Thank you Rose! Now let’s take a look at FEAR: Of the Dark…
What makes your skin tingle? What makes you look over your shoulder sure that something is lurking there? What ratchets your tension level up so high that nothing matters more than what comes next on the page?
The answers to those questions are the ones we sought when we put together this collection of nine stories. Inside these pages you’ll find fear that engages, fear that provokes, fear that drives you to the brink of… Well, everyone has a different precipice when it comes to fear, but the stories selected for FEAR: Of the Dark certainly held our attention.

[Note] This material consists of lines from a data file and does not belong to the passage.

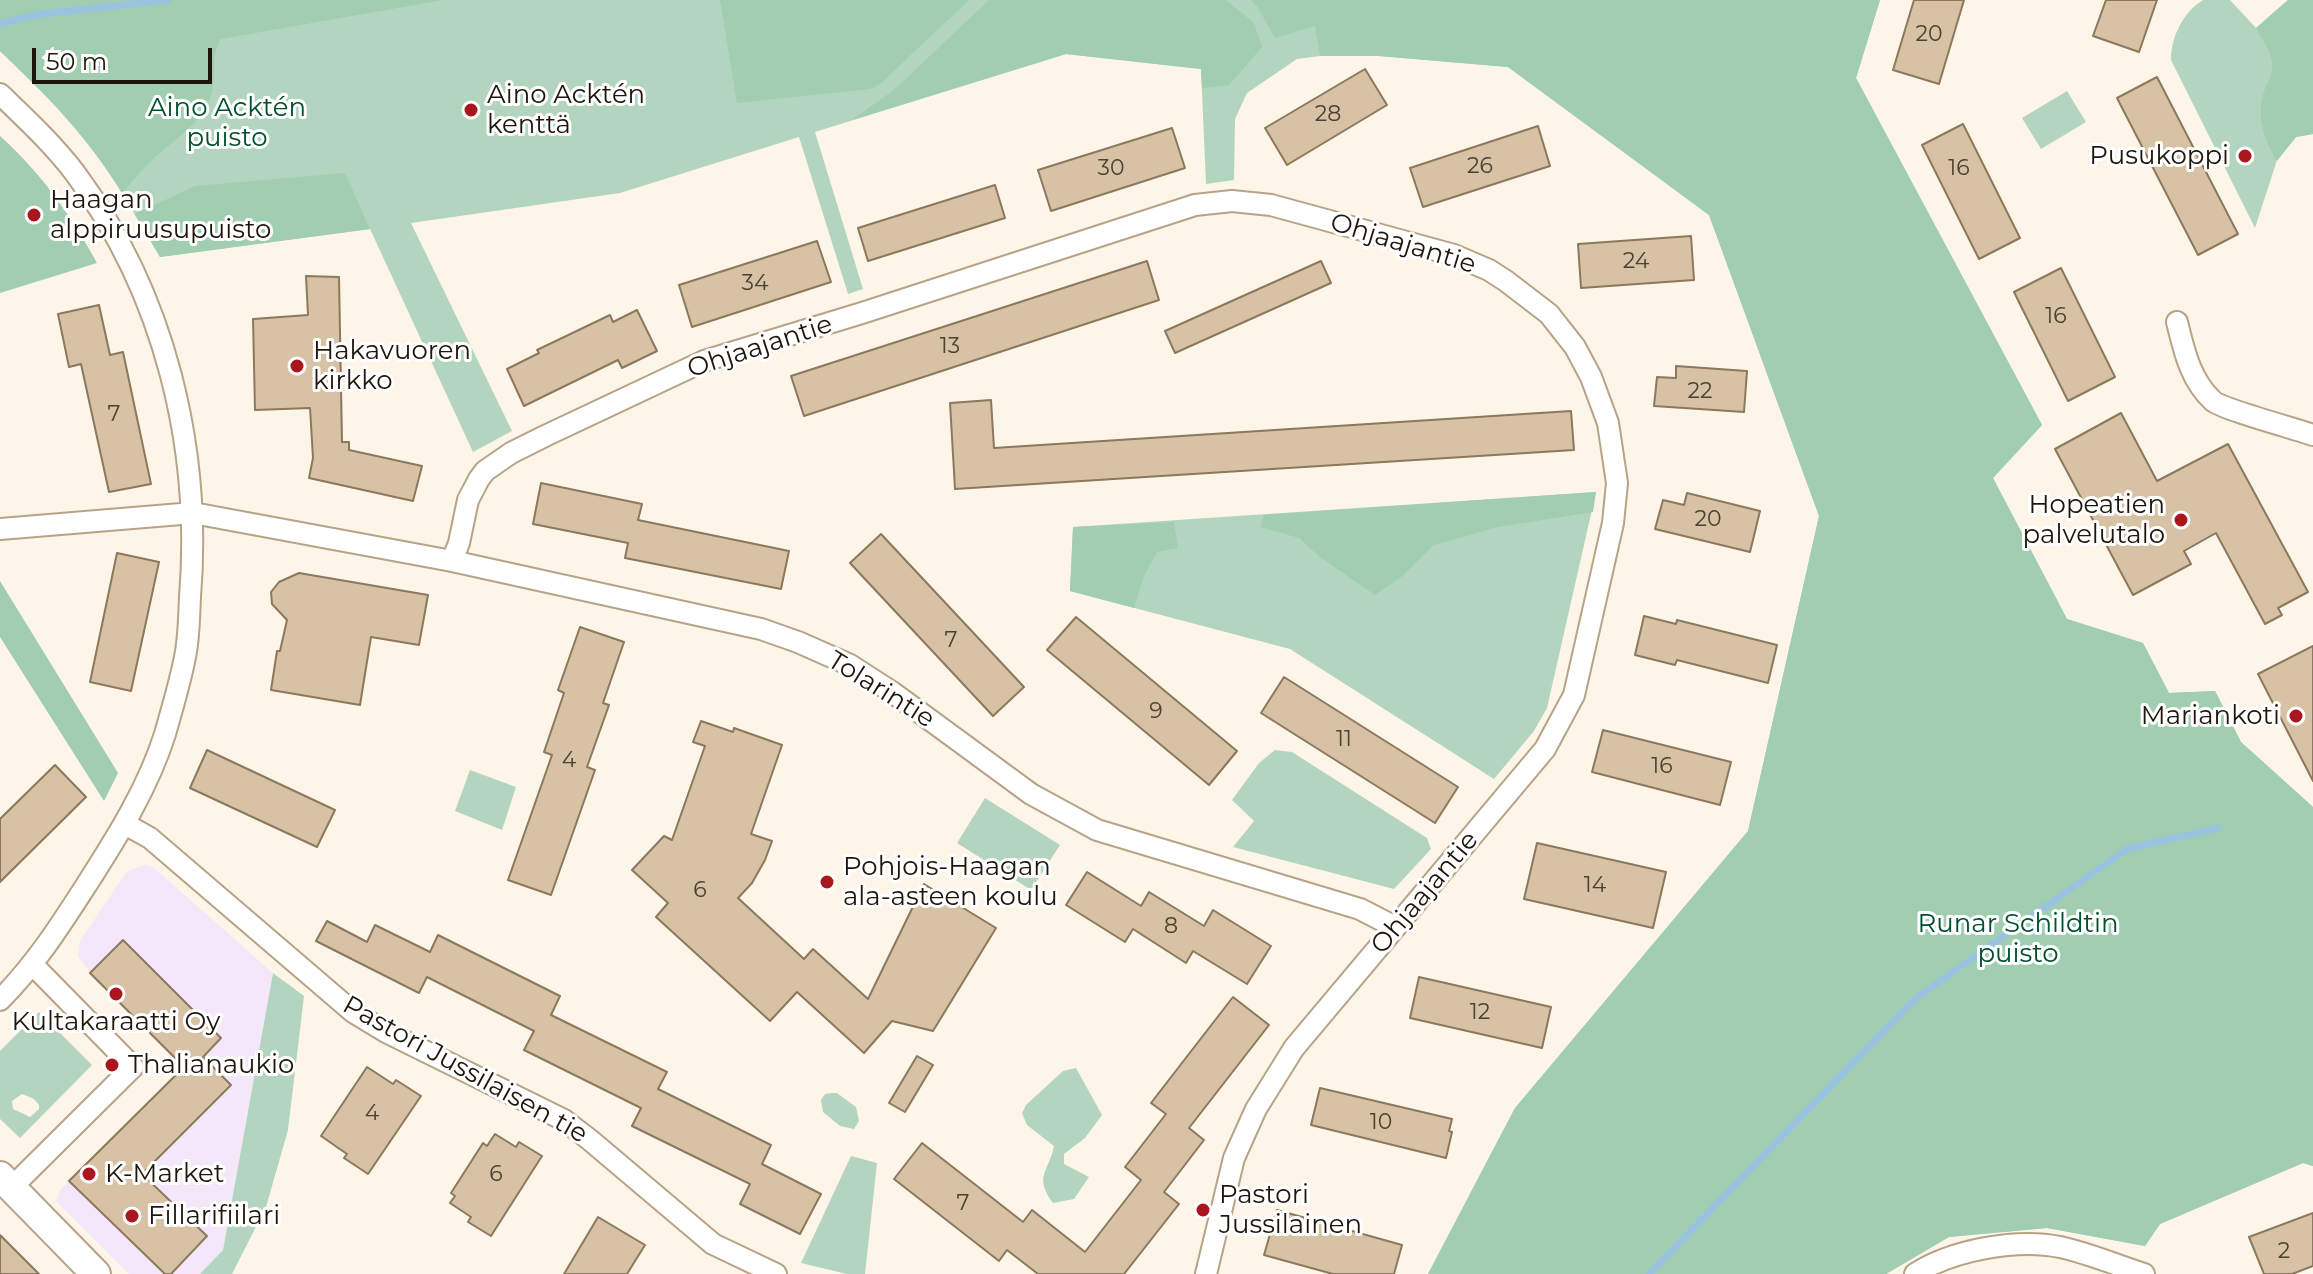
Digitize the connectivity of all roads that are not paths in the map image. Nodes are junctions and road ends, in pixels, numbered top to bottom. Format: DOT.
graph roads {
  1 [pos="0,94"];
  2 [pos="2177,322"];
  3 [pos="2313,435"];
  4 [pos="193,513"];
  5 [pos="0,529"];
  6 [pos="452,561"];
  7 [pos="125,824"];
  8 [pos="1395,927"];
  9 [pos="33,965"];
  10 [pos="0,1000"];
  11 [pos="6,1182"];
  12 [pos="96,1274"];
  13 [pos="776,1274"];
  14 [pos="1206,1274"];
  15 [pos="1915,1274"];
  16 [pos="2144,1274"];
  1 -- 4 [label="street"];
  2 -- 3 [label="street"];
  4 -- 5 [label="street, Tolarintie"];
  4 -- 6 [label="street, Tolarintie"];
  4 -- 7 [label="street"];
  6 -- 8 [label="street, Tolarintie"];
  6 -- 8 [label="street, Ohjaajantie"];
  7 -- 9 [label="street"];
  7 -- 13 [label="street, Pastori Jussilaisen tie"];
  8 -- 14 [label="street, Ohjaajantie"];
  9 -- 10 [label="street"];
  9 -- 11 [label="street"];
  11 -- 12 [label="main road"];
  15 -- 16 [label="street"];
}
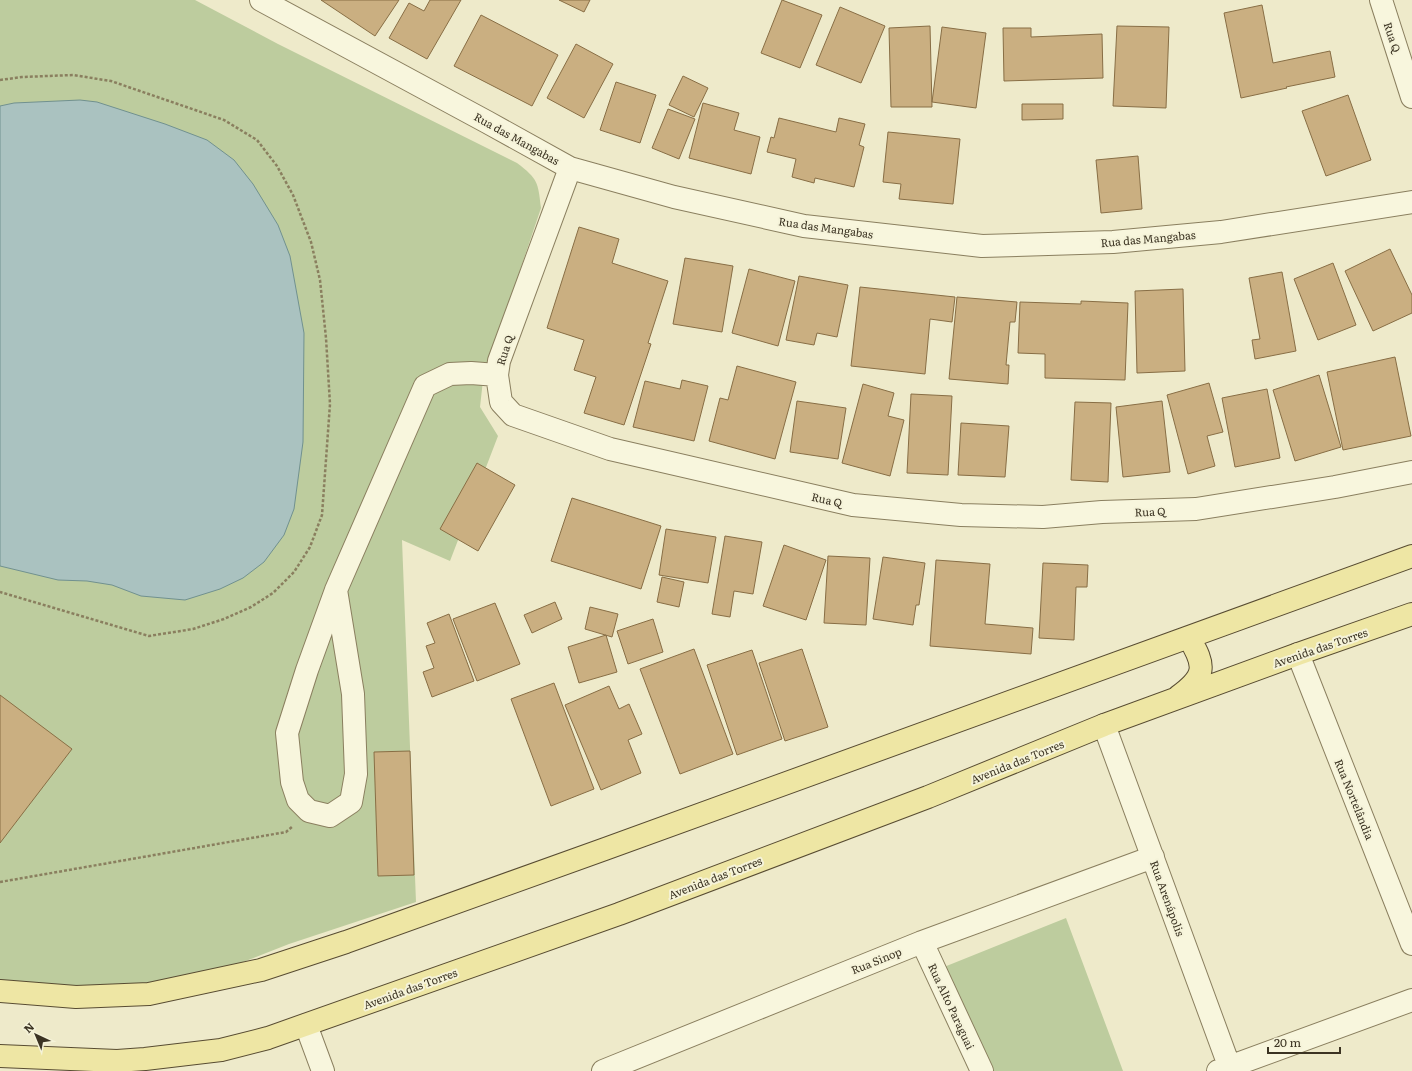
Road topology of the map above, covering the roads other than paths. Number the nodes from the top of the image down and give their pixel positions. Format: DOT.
graph roads {
  1 [pos="261,0"];
  2 [pos="1381,0"];
  3 [pos="1412,97"];
  4 [pos="570,168"];
  5 [pos="1412,202"];
  6 [pos="497,375"];
  7 [pos="1412,472"];
  8 [pos="1412,556"];
  9 [pos="336,590"];
  10 [pos="1412,614"];
  11 [pos="1189,638"];
  12 [pos="1298,654"];
  13 [pos="1175,700"];
  14 [pos="1104,725"];
  15 [pos="1153,857"];
  16 [pos="922,942"];
  17 [pos="1412,944"];
  18 [pos="0,991"];
  19 [pos="1412,1000"];
  20 [pos="306,1025"];
  21 [pos="0,1056"];
  22 [pos="1226,1070"];
  23 [pos="324,1071"];
  24 [pos="603,1071"];
  25 [pos="982,1071"];
  1 -- 4 [label="street, Rua das Mangabas"];
  2 -- 3 [label="street, Rua Q"];
  4 -- 5 [label="street, Rua das Mangabas"];
  4 -- 6 [label="street, Rua Q"];
  6 -- 7 [label="street, Rua Q"];
  6 -- 9 [label="street"];
  8 -- 11 [label="main road"];
  9 -- 9 [label="street"];
  10 -- 12 [label="main road, Avenida das Torres"];
  11 -- 13 [label="main road"];
  11 -- 18 [label="main road"];
  12 -- 13 [label="main road, Avenida das Torres"];
  12 -- 17 [label="street, Rua Nortelândia"];
  13 -- 14 [label="main road, Avenida das Torres"];
  14 -- 15 [label="street, Rua Arenápolis"];
  14 -- 20 [label="main road, Avenida das Torres"];
  15 -- 16 [label="street, Rua Sinop"];
  15 -- 22 [label="street, Rua Arenápolis"];
  16 -- 24 [label="street, Rua Sinop"];
  16 -- 25 [label="street, Rua Alto Paraguai"];
  19 -- 22 [label="street"];
  20 -- 21 [label="main road, Avenida das Torres"];
  20 -- 23 [label="street"];
}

If you truly enjoy a well written story that engages the senses and prompts anxiety and paranoia, FEAR: Of the Dark may be the perfect collection of short stories for you. And in case you were wondering, it is waiting for you, out there – somewhere; you just don’t know it yet.
Rose Blackthorn, Juan J. Gutiérrez, Jovan Jones, Lars Kramhøft, Lisamarie Lamb, Jon Olson, Zachary O’Shea, Jon Steinhagen, and Alex Woolf
Available for Purchase at:
And here’s an excerpt from In the Dark…
The sun had set and in a remarkably short time the ambient light in the sky had faded. As soon as it really got dark, that’s when the ruckus started. The two dogs ran back and forth along the back fence, barking–barking–barking. They lived in a rural area, and there were no houses to be seen beyond the back fence; just fields with weeds and trees, and eventually another fence off in the distance.
“What do you think is out there?” Tristan asked. She tried to sound nonchalant and slightly disinterested, but there was a low current of unease in her voice. They’d only lived here for a month, and she wasn’t used to the quiet or the lack of other people.
“Could be a lot of things,” her father Jim replied as he put the last of the washed and dried dinner dishes away in the cupboard. “Rabbits or raccoons. Even birds.” He closed the cabinet door and cocked his head, listening to the ongoing barrage of sound. “Although, it could be coyotes, too. Maybe we should call them back in here.”
Tristan nodded and went to the back screen door. There was a light switch on the wall beside it, and she flipped it on. The bulb outside wasn’t very bright, so the light didn’t quite reach all the way to the fence. “Blue!” she called through the screen, then, “Brutus! Come on, you two. Time for bed.”
The dogs must have looked back at the house to where she stood silhouetted in the doorway, because she saw eerie reflections from their eyes. Blue was bigger, so her eyes were higher and a little farther apart. Brutus was a terrier mix, only ten or twelve pounds, but his eye-shine was almost as high as the bitch’s because he was standing on his back feet, front paws braced on the chain-link fence.
“Come on, time to come in!” she called again, and clapped her hands together sharply, making her palms sting. But they just turned away from her and went on with their barking, dashing back and forth along the length of the fence as though looking for a way through to the dark fields beyond.
“Stubborn little shits,” Jim said, but he was smiling. He went to the little hidden closet tucked inside the laundry room just off the kitchen, and came back with a BB gun. He had put the gun there, making sure it was loaded, just in case they had any problems with wild animals getting inside the fence. Now he pumped it a couple of times, and told Tristan, “Open the door, T.”
When she did, he stepped out on the patio and whistled, a sharp piercing sound that silenced the dogs. “Come on, dogs. Now,” he called, and the authoritative tone in his voice did the trick. Reluctantly, they left the fence and trotted across the yard. “Get in the house,” he added when they hesitated at the edge of the patio. Blue tucked her tail, and scooted through the open door. Brutus, true to his feisty nature, yipped once in canine defiance, then raced into the house. “Shut the door. I’m going to go take a look.”